P.S someone just kill steaven a smith. what an Ahole, his prediction are that hornets and knicks going to conferece finals LOL


----------



## reHEATed (Jun 29, 2003)

> Originally posted by <b>xbballplaya223x</b>!
> why does ESPN say the knicks are great they are going to the finals and stuff like that and yet they suck. just check their record.
> 
> P.S someone just kill steaven a smith. what an Ahole, his prediction are that hornets and knicks going to conferece finals LOL


checking their record says nothing...since they made those trades they have been playing well, and thats the reason for all the hype.....also they are a NY team, they are going to get attention no matter what


----------



## xbballplaya223x (Dec 17, 2003)

What have they done after the trades LOL


----------



## xbballplaya223x (Dec 17, 2003)

*Re: Re: Knicks are soo hyped why?*



> Originally posted by <b>wadecaroneddie</b>!
> 
> 
> checking their record says nothing...since they made those trades they have been playing also, and thats the reason for all the hype.....also they are a NY team, they are going to get attention no matter what


HEAT>KNICKS


i really like heat's chances in the playoffs


----------



## CP26 (May 8, 2003)

Simple, all NY teams get so much talk, and Knicks are getting a lot of talk now because of the A-Rod trade that happened in NY also.


----------



## TheRifleman (May 20, 2002)

More than likely, all of the "media" thinks that Zeke, Lenny, Starbury & <b>Tim Thomas(LOL)</b> will turn the franchise around.

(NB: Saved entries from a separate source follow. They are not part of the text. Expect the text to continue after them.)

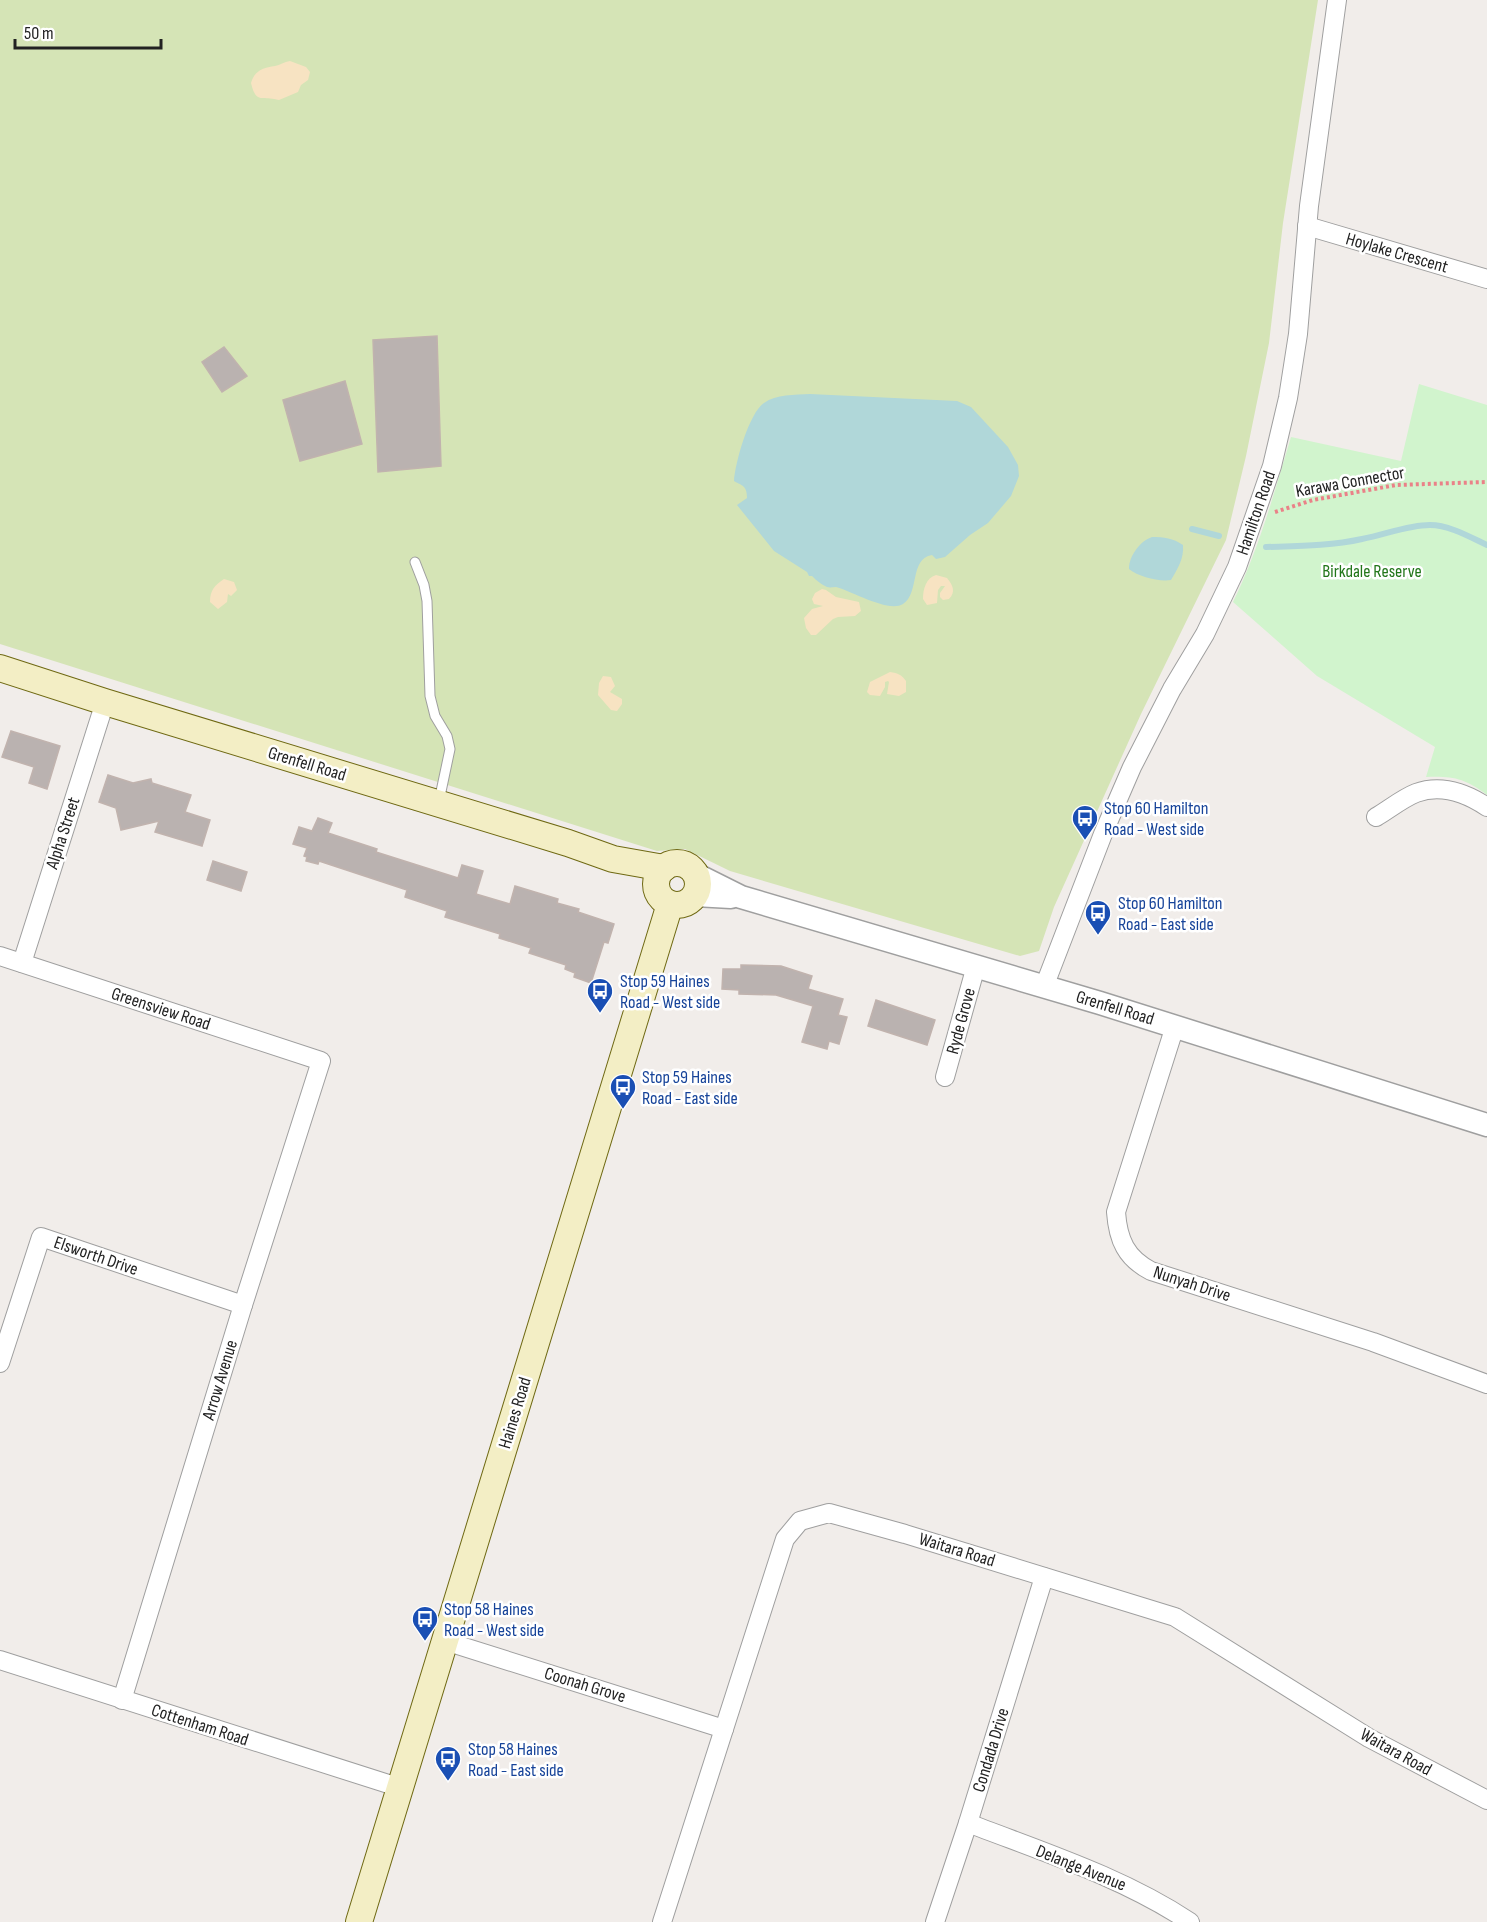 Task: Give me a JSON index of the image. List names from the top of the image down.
{
  "streets": {
    "main road": ["Grenfell Road", "Haines Road"],
    "street": [
      "Hoylake Crescent",
      "Hamilton Road",
      "Alpha Street",
      "Greensview Road",
      "Ryde Grove",
      "Elsworth Drive",
      "Nunyah Drive",
      "Arrow Avenue",
      "Waitara Road",
      "Coonah Grove",
      "Cottenham Road",
      "Condada Drive",
      "Delange Avenue"
    ],
    "path": ["Karawa Connector"]
  },
  "crossings": [
    ["Hoylake Crescent", "Hamilton Road"],
    ["Karawa Connector", "Hamilton Road"],
    ["Hamilton Road", "Grenfell Road"],
    ["Grenfell Road", "Alpha Street"],
    ["Grenfell Road", "Ryde Grove"],
    ["Grenfell Road", "Nunyah Drive"],
    ["Grenfell Road", "Haines Road"],
    ["Alpha Street", "Greensview Road"],
    ["Greensview Road", "Arrow Avenue"],
    ["Elsworth Drive", "Arrow Avenue"],
    ["Arrow Avenue", "Cottenham Road"],
    ["Haines Road", "Coonah Grove"],
    ["Haines Road", "Cottenham Road"],
    ["Waitara Road", "Coonah Grove"],
    ["Waitara Road", "Condada Drive"],
    ["Condada Drive", "Delange Avenue"]
  ],
  "parks": ["Birkdale Reserve"],
  "places": {
    "bus stop": [
      "Stop 60 Hamilton Road - West side",
      "Stop 60 Hamilton Road - East side",
      "Stop 59 Haines Road - West side",
      "Stop 59 Haines Road - East side",
      "Stop 58 Haines Road - West side",
      "Stop 58 Haines Road - East side"
    ]
  },
  "scale_bar": "50 m"
} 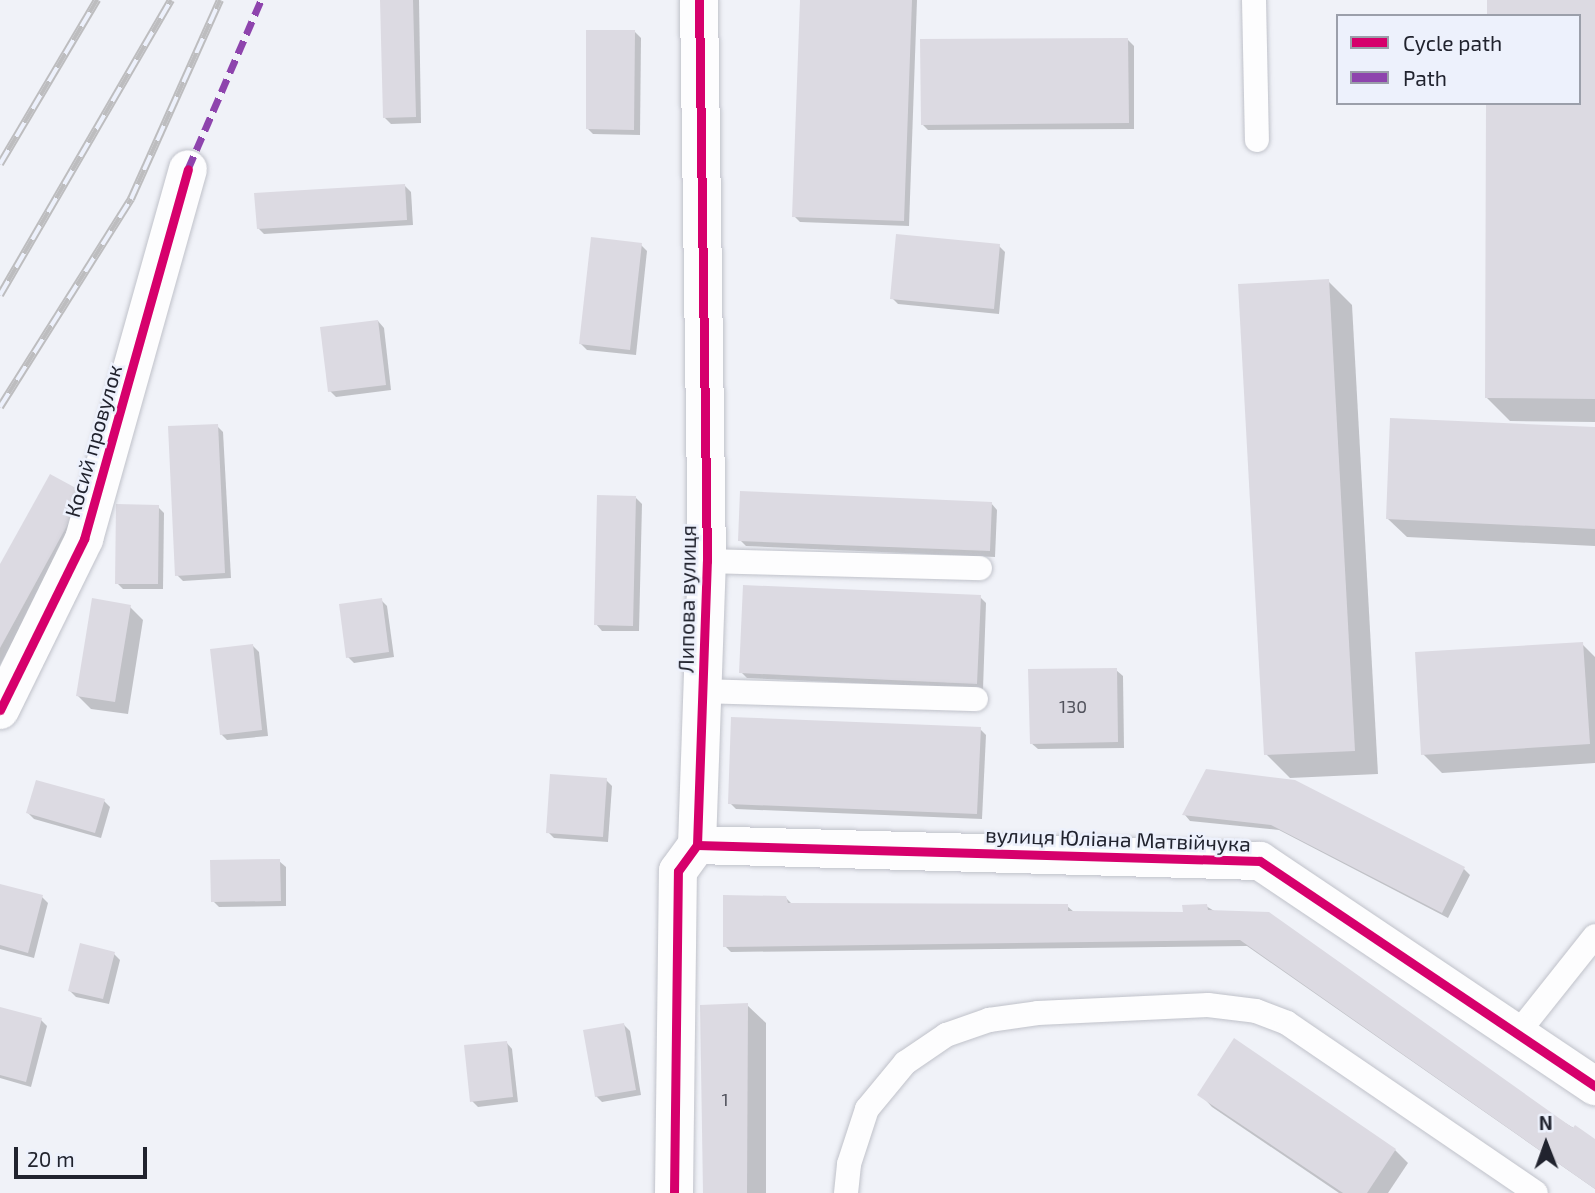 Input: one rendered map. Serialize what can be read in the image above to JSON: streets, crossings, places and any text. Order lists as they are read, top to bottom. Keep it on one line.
{"streets":{"street":["Косий провулок","Липова вулиця","вулиця Юліана Матвійчука"]},"crossings":[["Липова вулиця","вулиця Юліана Матвійчука"]],"house_numbers":["130","1"],"legend":["Cycle path","Path"],"scale_bar":"20 m","north":"top"}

I'd say that is a good assumption, as they didn't have any other likely scenario going, but to advance to the playoffs.

As for making the finals, maybe they should not get so emotionally involved and just allow them to make the playoffs before thinking anything more than that right now.


----------



## xbballplaya223x (Dec 17, 2003)

DAM they should be worrying about getting to .500, they suck


----------



## MJG (Jun 29, 2003)

You're probably going to need to give more to backup your opinion than saying "look at their record" and "they suck." The first doesn't mean too much since they've made many trades over the course of the season, so who's to say that games from earlier in the season are at all indicative of how good this current team is? The second is just a nothing argument.


----------



## 24-7 (Feb 4, 2004)

I hate anything New York (Call it the Bostonian in me) but they have improved a lot since they got Stephon.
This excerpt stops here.